In this way the clash of the mundane and the spiritual, and for that matter any another theme in Narayan is in Keeping with his overall artistic vision. Narayan is neither for this nor for that. Everywhere he maintains a great artist’s impartiality. His artistic achievements are the rainbow combination of all shreds. Different facets and experiences of life are mingled to bring out the complex and composite whole, i.e. real life. An ambiguity rules the world of Narayan, which if fact is the ambiguity of human situations. The climax scene from Swami and Friend is an apt example:
Swaminathan’s upturned eyes met his. At the sight of the familiar face, Swaminathan lost control of himself and cried: ‘Oh, Rajam, are you going away? When will you come back?’ Rajam kept looking at him without a word and then (as it seemed to Swaminathan) opened his mouth to say something, when every thing was disturbed by the guard’s blast and hoarse whistle of the engine. (Swami and Friends, 178)
After Swaminathan’s ‘betrayal’ of Rajam by fleeing from the cricket match with the YMU, his attempt to effect reconciliation is lost in the din and hubbub of the railway engine and he returns home thinking Rajam has forgiven him.
This is the ambiguity of human situations and the tragedy inherent in it is, in fact, the tragedy of real life itself. Different characters respond to the same situation differently. Confronting spiritual is nothing different from confronting their own beings. Narayan’s short story The Shadow makes this vividly clear. Here the two characters- the mother and the son- respond to a similar situation in quite a different way. For
Sambhu, the son, seeing his dead father acting in the film is like getting him back to the life, whereas for the mother it increases his loss many folds.
As he was climbing into it himself from the darkened hall a familiar voice said, ‘Kumari! Will you go out or shall I throw you out! On hearing it Shambhu’s heart became heavy and he burst into tears: he was affected both by his mother’s breakdown and by the feeling that this was the final parting from his father. They were changing the picture next day.

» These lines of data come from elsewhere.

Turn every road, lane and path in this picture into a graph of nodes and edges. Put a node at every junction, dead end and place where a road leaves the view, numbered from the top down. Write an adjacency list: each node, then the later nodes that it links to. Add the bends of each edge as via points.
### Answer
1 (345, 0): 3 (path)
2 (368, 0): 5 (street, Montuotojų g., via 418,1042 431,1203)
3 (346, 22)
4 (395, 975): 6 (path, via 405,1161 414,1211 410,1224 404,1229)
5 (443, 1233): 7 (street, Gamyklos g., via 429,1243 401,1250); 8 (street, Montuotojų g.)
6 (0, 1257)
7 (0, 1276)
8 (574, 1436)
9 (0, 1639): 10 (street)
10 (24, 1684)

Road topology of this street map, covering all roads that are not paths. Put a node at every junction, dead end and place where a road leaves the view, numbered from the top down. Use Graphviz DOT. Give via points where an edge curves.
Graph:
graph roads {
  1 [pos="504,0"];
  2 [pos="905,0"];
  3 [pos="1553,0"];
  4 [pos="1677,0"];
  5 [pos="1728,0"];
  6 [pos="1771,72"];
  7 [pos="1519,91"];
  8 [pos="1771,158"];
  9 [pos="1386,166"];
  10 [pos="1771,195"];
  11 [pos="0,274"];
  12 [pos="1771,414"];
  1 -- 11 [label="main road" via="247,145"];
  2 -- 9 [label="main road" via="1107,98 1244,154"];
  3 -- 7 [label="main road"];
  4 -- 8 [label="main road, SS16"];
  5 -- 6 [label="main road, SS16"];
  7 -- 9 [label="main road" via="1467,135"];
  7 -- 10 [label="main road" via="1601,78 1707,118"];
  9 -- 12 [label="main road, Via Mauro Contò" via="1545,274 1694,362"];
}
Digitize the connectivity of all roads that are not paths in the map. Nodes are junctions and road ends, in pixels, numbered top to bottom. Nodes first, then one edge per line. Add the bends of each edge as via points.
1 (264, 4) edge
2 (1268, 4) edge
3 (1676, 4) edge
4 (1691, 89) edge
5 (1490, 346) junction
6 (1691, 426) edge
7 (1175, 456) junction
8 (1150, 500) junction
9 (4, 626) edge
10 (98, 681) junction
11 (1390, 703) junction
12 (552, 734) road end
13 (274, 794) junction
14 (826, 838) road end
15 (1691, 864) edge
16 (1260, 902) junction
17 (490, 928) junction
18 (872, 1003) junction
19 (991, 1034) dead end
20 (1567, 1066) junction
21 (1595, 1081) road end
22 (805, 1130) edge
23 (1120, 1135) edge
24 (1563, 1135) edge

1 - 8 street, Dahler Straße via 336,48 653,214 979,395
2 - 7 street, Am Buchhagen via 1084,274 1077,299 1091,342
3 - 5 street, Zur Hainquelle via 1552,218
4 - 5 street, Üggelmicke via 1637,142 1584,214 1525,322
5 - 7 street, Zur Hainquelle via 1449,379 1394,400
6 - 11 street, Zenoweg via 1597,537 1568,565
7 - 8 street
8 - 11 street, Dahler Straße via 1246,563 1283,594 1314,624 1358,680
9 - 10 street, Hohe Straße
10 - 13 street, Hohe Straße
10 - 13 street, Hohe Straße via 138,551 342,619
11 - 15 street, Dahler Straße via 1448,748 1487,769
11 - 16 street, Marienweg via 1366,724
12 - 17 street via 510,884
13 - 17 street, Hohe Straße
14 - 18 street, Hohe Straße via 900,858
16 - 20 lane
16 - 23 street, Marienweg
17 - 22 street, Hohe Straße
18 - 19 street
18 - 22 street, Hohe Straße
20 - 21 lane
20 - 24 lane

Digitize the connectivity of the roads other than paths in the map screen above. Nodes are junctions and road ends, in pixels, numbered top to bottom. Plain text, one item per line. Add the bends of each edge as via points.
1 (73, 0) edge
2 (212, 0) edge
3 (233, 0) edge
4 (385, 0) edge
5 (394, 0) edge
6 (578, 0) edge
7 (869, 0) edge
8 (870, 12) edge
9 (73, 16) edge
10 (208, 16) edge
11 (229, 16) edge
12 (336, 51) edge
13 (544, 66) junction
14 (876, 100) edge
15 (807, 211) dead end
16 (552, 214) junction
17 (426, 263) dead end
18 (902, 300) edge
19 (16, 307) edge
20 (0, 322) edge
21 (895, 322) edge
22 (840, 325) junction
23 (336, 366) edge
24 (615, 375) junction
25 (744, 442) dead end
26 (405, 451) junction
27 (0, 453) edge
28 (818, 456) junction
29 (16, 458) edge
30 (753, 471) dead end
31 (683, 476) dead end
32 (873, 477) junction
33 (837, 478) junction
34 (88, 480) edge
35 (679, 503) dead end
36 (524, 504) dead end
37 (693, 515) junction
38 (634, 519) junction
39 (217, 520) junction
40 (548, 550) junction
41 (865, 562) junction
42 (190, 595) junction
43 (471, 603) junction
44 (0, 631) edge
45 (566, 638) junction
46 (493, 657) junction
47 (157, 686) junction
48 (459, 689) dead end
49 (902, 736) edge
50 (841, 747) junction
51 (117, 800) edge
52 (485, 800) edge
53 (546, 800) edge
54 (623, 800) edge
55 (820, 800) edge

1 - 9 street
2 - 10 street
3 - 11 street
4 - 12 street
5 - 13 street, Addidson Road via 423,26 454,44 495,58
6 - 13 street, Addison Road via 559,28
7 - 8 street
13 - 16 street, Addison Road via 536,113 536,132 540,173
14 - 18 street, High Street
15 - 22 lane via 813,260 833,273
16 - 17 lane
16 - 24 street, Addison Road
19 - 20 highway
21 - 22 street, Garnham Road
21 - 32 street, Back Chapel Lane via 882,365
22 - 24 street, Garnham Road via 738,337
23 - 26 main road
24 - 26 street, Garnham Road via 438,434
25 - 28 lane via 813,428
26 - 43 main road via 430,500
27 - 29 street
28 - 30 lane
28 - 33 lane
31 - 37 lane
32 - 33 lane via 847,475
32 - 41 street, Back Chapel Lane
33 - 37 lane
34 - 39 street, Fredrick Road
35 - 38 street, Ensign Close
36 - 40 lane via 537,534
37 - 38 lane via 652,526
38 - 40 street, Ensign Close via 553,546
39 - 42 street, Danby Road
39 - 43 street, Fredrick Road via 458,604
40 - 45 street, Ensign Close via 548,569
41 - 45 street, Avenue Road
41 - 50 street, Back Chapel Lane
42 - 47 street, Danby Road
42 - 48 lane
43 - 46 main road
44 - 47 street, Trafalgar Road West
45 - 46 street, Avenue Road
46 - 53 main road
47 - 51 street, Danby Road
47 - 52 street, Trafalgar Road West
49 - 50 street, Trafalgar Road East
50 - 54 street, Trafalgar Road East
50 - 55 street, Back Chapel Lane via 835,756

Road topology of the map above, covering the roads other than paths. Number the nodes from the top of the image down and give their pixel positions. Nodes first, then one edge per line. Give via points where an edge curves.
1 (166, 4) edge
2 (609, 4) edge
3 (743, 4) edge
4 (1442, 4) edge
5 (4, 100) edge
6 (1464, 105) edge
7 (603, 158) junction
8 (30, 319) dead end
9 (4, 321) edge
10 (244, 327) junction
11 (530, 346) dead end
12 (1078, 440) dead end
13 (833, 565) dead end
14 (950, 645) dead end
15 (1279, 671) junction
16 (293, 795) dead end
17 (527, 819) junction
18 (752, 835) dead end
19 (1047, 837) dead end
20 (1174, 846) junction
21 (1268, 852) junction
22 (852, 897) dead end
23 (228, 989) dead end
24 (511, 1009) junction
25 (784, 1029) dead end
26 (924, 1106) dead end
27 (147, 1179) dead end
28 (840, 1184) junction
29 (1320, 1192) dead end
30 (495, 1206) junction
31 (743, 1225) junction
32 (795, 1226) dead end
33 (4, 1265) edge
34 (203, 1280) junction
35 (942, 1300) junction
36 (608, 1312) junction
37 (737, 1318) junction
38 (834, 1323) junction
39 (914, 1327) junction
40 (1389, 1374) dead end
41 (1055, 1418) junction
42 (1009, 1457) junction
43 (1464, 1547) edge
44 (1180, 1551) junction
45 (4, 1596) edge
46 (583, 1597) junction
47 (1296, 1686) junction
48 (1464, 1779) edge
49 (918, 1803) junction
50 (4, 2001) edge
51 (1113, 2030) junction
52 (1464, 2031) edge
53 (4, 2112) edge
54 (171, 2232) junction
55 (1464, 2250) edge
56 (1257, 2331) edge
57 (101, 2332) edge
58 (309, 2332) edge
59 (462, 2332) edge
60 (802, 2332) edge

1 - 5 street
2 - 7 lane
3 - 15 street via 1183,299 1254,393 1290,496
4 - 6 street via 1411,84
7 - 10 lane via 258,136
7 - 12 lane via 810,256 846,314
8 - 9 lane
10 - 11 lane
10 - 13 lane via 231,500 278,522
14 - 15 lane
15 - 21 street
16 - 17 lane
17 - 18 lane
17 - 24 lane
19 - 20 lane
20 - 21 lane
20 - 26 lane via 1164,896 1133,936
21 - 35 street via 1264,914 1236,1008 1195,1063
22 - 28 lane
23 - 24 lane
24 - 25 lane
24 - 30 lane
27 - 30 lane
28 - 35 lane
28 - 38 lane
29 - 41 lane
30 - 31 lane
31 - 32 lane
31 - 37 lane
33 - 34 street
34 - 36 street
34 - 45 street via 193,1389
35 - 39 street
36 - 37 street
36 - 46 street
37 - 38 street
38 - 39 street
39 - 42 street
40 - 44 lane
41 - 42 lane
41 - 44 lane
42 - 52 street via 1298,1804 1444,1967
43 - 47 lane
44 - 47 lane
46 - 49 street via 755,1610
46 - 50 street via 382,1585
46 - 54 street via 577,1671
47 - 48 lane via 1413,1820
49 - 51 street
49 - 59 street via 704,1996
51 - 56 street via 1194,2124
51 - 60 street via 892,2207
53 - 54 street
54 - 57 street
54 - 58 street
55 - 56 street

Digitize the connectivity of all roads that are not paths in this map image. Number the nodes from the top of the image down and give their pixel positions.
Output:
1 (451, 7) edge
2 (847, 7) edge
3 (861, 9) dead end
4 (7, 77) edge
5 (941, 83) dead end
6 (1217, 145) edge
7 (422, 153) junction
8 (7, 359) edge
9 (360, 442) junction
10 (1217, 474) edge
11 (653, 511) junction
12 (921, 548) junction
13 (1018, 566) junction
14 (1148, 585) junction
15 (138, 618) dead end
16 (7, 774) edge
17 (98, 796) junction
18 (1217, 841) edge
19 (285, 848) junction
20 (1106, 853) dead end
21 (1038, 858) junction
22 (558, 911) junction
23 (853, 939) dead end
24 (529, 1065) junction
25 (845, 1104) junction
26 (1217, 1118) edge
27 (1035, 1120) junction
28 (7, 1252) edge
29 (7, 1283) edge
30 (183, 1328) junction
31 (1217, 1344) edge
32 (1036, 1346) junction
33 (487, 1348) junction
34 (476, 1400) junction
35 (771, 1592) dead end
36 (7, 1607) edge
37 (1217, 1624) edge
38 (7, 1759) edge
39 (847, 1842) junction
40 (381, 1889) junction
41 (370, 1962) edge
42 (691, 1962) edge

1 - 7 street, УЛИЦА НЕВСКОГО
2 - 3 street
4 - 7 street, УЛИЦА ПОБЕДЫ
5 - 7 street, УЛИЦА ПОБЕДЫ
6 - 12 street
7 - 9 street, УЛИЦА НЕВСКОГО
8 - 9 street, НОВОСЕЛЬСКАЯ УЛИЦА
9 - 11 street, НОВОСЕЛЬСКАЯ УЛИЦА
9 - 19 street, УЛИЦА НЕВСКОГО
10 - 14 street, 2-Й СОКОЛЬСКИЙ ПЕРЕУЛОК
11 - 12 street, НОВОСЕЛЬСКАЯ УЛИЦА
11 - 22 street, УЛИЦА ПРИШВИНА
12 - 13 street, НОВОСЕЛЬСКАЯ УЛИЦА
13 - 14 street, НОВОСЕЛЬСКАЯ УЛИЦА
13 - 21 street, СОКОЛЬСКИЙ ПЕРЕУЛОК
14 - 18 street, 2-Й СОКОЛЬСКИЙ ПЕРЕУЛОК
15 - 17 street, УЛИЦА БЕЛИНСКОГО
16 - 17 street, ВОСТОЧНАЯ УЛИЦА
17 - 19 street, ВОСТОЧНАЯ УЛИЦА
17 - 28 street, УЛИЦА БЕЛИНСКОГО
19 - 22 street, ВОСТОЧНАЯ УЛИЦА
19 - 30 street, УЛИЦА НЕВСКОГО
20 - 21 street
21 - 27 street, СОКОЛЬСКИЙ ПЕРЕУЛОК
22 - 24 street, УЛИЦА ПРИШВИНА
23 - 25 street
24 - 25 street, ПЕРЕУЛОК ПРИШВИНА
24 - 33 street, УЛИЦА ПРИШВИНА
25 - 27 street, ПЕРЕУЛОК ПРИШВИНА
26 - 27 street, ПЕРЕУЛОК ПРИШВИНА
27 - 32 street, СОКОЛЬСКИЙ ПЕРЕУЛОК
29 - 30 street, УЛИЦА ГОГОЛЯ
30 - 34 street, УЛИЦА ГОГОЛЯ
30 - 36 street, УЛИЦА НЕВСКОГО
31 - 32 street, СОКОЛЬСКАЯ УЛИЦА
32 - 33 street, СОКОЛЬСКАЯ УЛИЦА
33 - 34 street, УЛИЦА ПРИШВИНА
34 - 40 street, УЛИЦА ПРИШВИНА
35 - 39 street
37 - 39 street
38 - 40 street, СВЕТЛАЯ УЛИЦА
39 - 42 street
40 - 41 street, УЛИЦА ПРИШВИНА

This is the tragedy of human life. It is its helplessness of human situations beyond which neither the man nor anything made by him can go. It is at this point the spiritual creeps into the real. Thus for Narayan the spiritual is as important as the mundane. They confront and coalesce with each other in explaining life in totality. Hence they are complementary in bringing out the life vision of R.K. Narayan. Thus the spiritual as Narayan sees it is only in ‘Belief, belief….. Above reason, scepticism, and even immediate failures, I clung to it’. (The English Teacher, p.183) These lines from The English Teacher very much form the crux of Narayan’s vision.